Because of its net operating loss carryforwards, the Company is subject to U.S. federal and state income tax examinations from the year 1997 and forward. The Company is subject to foreign tax examinations by tax authorities for years 2011 forward for Sweden, 2015 forward for China, 2015 forward for India, and 2016 for the UK.

An uncertain tax position taken or expected to be taken in a tax return is recognized in the consolidated financial statements when it is more likely than not (i.e., a likelihood of more than 50%) that the position would be sustained upon examination by tax authorities that have full knowledge of all relevant information. A recognized tax position is then measured at the largest amount of benefit that is greater than 50% likely of being realized upon ultimate settlement. Interest and penalties related to income taxes are accounted for as income tax expense.

The Company recognizes deferred tax assets to the extent that it is believed that these assets are more likely than not to be realized.

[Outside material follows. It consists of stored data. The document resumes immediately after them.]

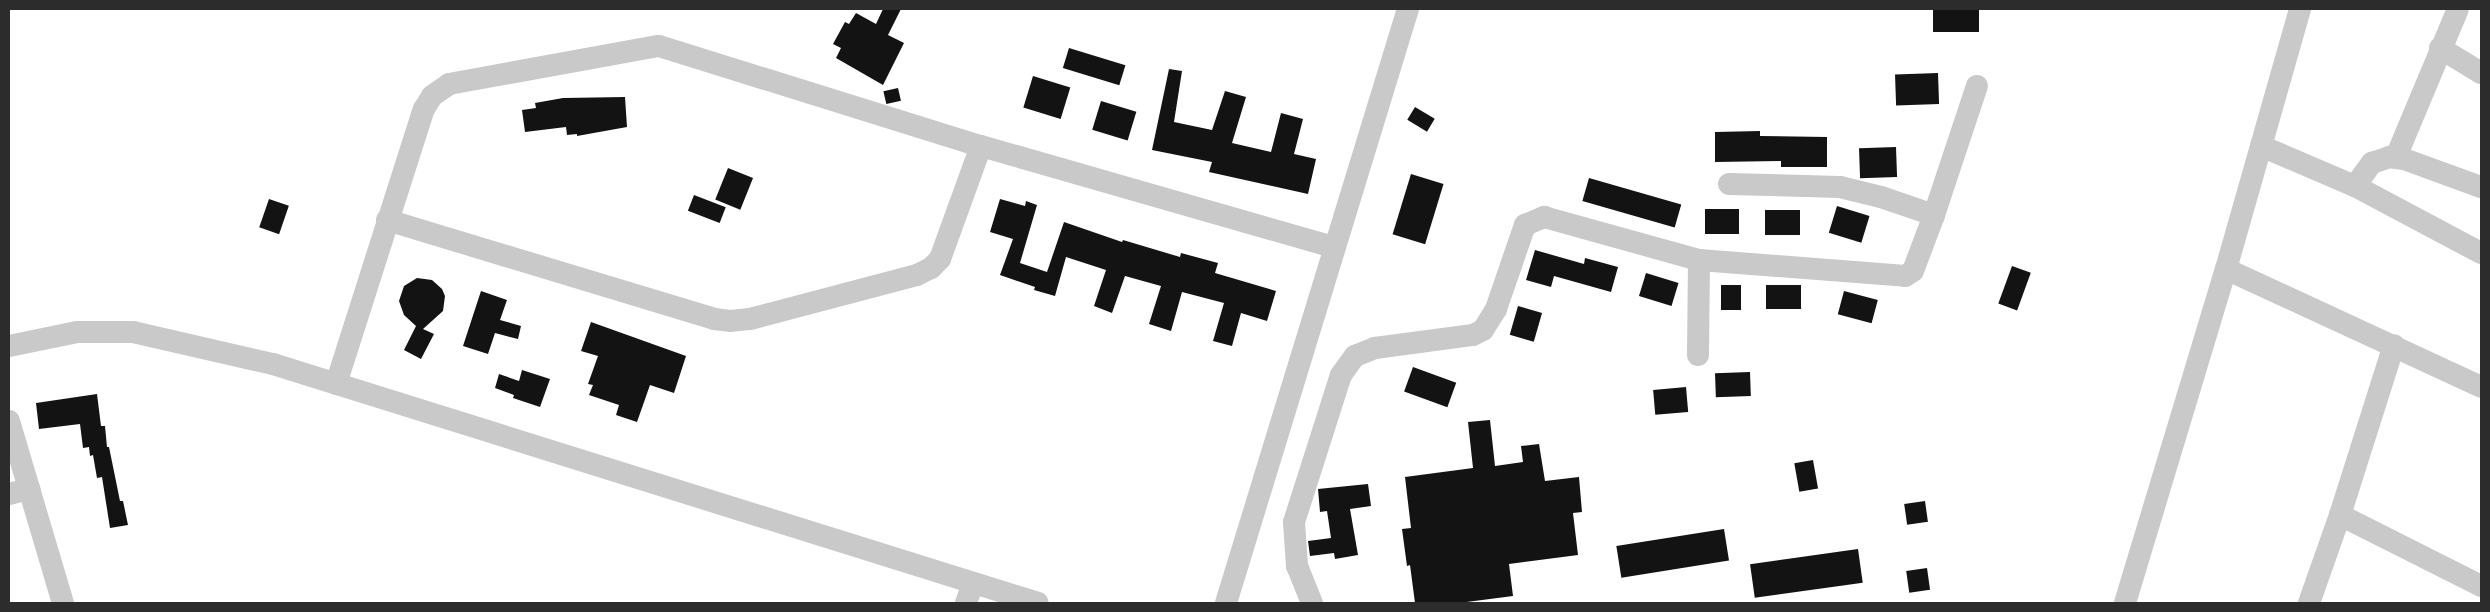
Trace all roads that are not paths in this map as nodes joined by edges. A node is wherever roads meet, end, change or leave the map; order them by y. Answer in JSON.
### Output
{"nodes":[{"id":1,"x":1408,"y":9,"type":"edge"},
{"id":2,"x":2300,"y":9,"type":"edge"},
{"id":3,"x":2458,"y":9,"type":"edge"},
{"id":4,"x":2440,"y":48,"type":"junction"},
{"id":5,"x":2481,"y":73,"type":"edge"},
{"id":6,"x":1977,"y":86,"type":"dead end"},
{"id":7,"x":981,"y":146,"type":"junction"},
{"id":8,"x":2261,"y":146,"type":"junction"},
{"id":9,"x":2396,"y":157,"type":"junction"},
{"id":10,"x":1730,"y":184,"type":"dead end"},
{"id":11,"x":2355,"y":186,"type":"junction"},
{"id":12,"x":2481,"y":186,"type":"edge"},
{"id":13,"x":1934,"y":215,"type":"junction"},
{"id":14,"x":387,"y":220,"type":"junction"},
{"id":15,"x":1334,"y":247,"type":"junction"},
{"id":16,"x":2481,"y":253,"type":"edge"},
{"id":17,"x":1699,"y":260,"type":"junction"},
{"id":18,"x":2226,"y":269,"type":"junction"},
{"id":19,"x":2394,"y":345,"type":"junction"},
{"id":20,"x":9,"y":346,"type":"edge"},
{"id":21,"x":1698,"y":355,"type":"dead end"},
{"id":22,"x":336,"y":384,"type":"junction"},
{"id":23,"x":2481,"y":387,"type":"edge"},
{"id":24,"x":9,"y":421,"type":"edge"},
{"id":25,"x":19,"y":491,"type":"edge"},
{"id":26,"x":2340,"y":515,"type":"junction"},
{"id":27,"x":2481,"y":586,"type":"edge"},
{"id":28,"x":969,"y":593,"type":"edge"},
{"id":29,"x":62,"y":603,"type":"edge"},
{"id":30,"x":1038,"y":603,"type":"edge"},
{"id":31,"x":1226,"y":603,"type":"edge"},
{"id":32,"x":1312,"y":603,"type":"edge"},
{"id":33,"x":2125,"y":603,"type":"edge"},
{"id":34,"x":2309,"y":603,"type":"edge"}],
"edges":[{"from":1,"to":15,"type":"street"},
{"from":2,"to":8,"type":"street"},
{"from":3,"to":4,"type":"street"},
{"from":4,"to":5,"type":"street"},
{"from":4,"to":9,"type":"street"},
{"from":6,"to":13,"type":"street"},
{"from":7,"to":14,"type":"street"},
{"from":7,"to":14,"type":"street"},
{"from":7,"to":15,"type":"street"},
{"from":8,"to":11,"type":"street"},
{"from":8,"to":18,"type":"street"},
{"from":9,"to":11,"type":"street"},
{"from":9,"to":12,"type":"street"},
{"from":10,"to":13,"type":"street"},
{"from":11,"to":16,"type":"street"},
{"from":13,"to":17,"type":"street"},
{"from":14,"to":22,"type":"street"},
{"from":15,"to":31,"type":"street"},
{"from":17,"to":21,"type":"street"},
{"from":17,"to":32,"type":"street"},
{"from":18,"to":19,"type":"street"},
{"from":18,"to":33,"type":"street"},
{"from":19,"to":23,"type":"street"},
{"from":19,"to":26,"type":"street"},
{"from":20,"to":22,"type":"street"},
{"from":22,"to":28,"type":"street"},
{"from":24,"to":25,"type":"street"},
{"from":25,"to":29,"type":"street"},
{"from":26,"to":27,"type":"street"},
{"from":26,"to":34,"type":"street"},
{"from":28,"to":30,"type":"street"}]}
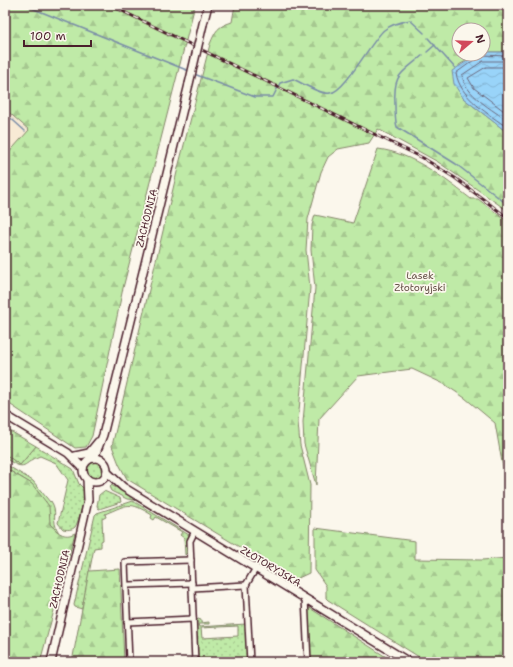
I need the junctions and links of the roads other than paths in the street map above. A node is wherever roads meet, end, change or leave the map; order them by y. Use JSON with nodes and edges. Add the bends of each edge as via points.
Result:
{"nodes":[{"id":1,"x":208,"y":5,"type":"edge"},
{"id":2,"x":5,"y":415,"type":"edge"},
{"id":3,"x":103,"y":435,"type":"junction"},
{"id":4,"x":71,"y":455,"type":"junction"},
{"id":5,"x":91,"y":459,"type":"junction"},
{"id":6,"x":103,"y":461,"type":"junction"},
{"id":7,"x":83,"y":468,"type":"junction"},
{"id":8,"x":107,"y":472,"type":"junction"},
{"id":9,"x":87,"y":479,"type":"junction"},
{"id":10,"x":99,"y":481,"type":"junction"},
{"id":11,"x":122,"y":487,"type":"junction"},
{"id":12,"x":88,"y":500,"type":"junction"},
{"id":13,"x":195,"y":531,"type":"junction"},
{"id":14,"x":191,"y":560,"type":"junction"},
{"id":15,"x":256,"y":568,"type":"junction"},
{"id":16,"x":129,"y":585,"type":"dead end"},
{"id":17,"x":192,"y":585,"type":"junction"},
{"id":18,"x":246,"y":585,"type":"junction"},
{"id":19,"x":305,"y":598,"type":"junction"},
{"id":20,"x":193,"y":619,"type":"junction"},
{"id":21,"x":127,"y":622,"type":"junction"},
{"id":22,"x":51,"y":662,"type":"edge"},
{"id":23,"x":129,"y":662,"type":"edge"},
{"id":24,"x":195,"y":662,"type":"edge"},
{"id":25,"x":250,"y":662,"type":"edge"},
{"id":26,"x":308,"y":662,"type":"edge"},
{"id":27,"x":409,"y":662,"type":"edge"}],
"edges":[{"from":1,"to":3,"type":"main road","name":"ZACHODNIA","bridge":true},
{"from":2,"to":4,"type":"main road"},
{"from":3,"to":4,"type":"main road","via":[[89,453]]},
{"from":3,"to":5,"type":"main road","name":"ZACHODNIA"},
{"from":3,"to":6,"type":"main road","name":"ZACHODNIA"},
{"from":4,"to":5,"type":"main road"},
{"from":4,"to":7,"type":"main road"},
{"from":5,"to":6,"type":"main road"},
{"from":5,"to":7,"type":"main road"},
{"from":6,"to":8,"type":"main road"},
{"from":7,"to":9,"type":"main road","via":[[83,474]]},
{"from":8,"to":10,"type":"main road"},
{"from":8,"to":11,"type":"main road","name":"ZŁOTORYJSKA"},
{"from":9,"to":10,"type":"main road"},
{"from":9,"to":12,"type":"main road","name":"ZACHODNIA"},
{"from":10,"to":11,"type":"main road","name":"ZŁOTORYJSKA"},
{"from":10,"to":12,"type":"main road","name":"ZACHODNIA"},
{"from":11,"to":13,"type":"main road","name":"ZŁOTORYJSKA"},
{"from":12,"to":22,"type":"main road","name":"ZACHODNIA"},
{"from":13,"to":14,"type":"street","via":[[190,541]]},
{"from":13,"to":15,"type":"main road","name":"ZŁOTORYJSKA"},
{"from":14,"to":17,"type":"street"},
{"from":14,"to":21,"type":"street","via":[[125,562]]},
{"from":15,"to":18,"type":"street"},
{"from":15,"to":19,"type":"main road","name":"ZŁOTORYJSKA"},
{"from":16,"to":17,"type":"street"},
{"from":17,"to":18,"type":"street"},
{"from":17,"to":20,"type":"street"},
{"from":18,"to":25,"type":"street"},
{"from":19,"to":26,"type":"street"},
{"from":19,"to":27,"type":"main road","name":"ZŁOTORYJSKA"},
{"from":20,"to":21,"type":"street"},
{"from":20,"to":24,"type":"street"},
{"from":21,"to":23,"type":"street"}]}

The Company has evaluated all positive and negative evidence and determined that it will continue to assess a full valuation allowance on its Chinese, Swedish and U.K. net deferred assets as of September 30, 2018. The Company has determined that it is more likely than not that it will realize the benefits of its deferred taxes in the U.S. and India.

The Company follows the guidance in SEC Staff Accounting Bulletin 118 (SAB 118), which provides additional clarification regarding the application of ASC 740 in situations where the Company does not have the necessary information available, prepared, or analyzed in reasonable detail to complete the accounting for certain income tax effects of the Act for the reporting period in which the Act was enacted. SAB 118 provides for a measurement period beginning in the reporting period that includes the Act's enactment date and ending when the Company has obtained, prepared, and analyzed the information needed in order to complete the accounting requirements but in no circumstances should the measurement period extend beyond one year of the enactment date. The Company will complete the remeasurement of its deferred taxes at December 31, 2018.

The Company recognizes the tax on GILTI as a period cost in the period the tax is incurred. Under this policy, we have not provided deferred taxes related to temporary differences that upon their reversal will affect the amount of income subject to GILTI in the period. For the nine months ended September 30, 2018, there is no GILTI inclusion.

The Company has made an entity classification (CTB) election to treat GSE UK as a disregarded entity effective January 1, 2018. Therefore, as of January 1, 2018, GSE UK is treated as a branch of the US for tax purposes. Accordingly, GSE UK's 2018 activity has been included in the US Company's income tax (benefit) provision.

During the quarter ended June 30, 2018, the Company identified an immaterial error of $1.2 million, or $0.06 per share, in the December 31, 2017 financial statements related to the release of the valuation allowance against deferred tax assets attributable to windfall tax benefits recognized upon the adoption of ASU 2016-09. The portion relating to ASU 2016-09 should have been recorded to the consolidated statement of operations as an increase to our benefit for income taxes with a resulting increase to net income during the year ended December 31, 2017, however, the adjustment was recorded to accumulated deficit in the consolidated statement of changes in stockholders' equity. This had no impact to the ending accumulated deficit balance at December 31, 2017.
 
Additionally, the Company identified a $0.7 million classification error between deferred tax asset and deferred tax liability at December 31, 2017 due to improper netting of deferred taxes by jurisdiction. Accordingly, we reclassified $0.7 million of deferred tax liabilities, which was included in other liabilities to deferred tax assets in our December 31, 2017 consolidated balance sheet.
 
The Company evaluated the required changes and determined that their impact was not material. The financial statements for the year ended December 31, 2018 will reflect the correct comparative data.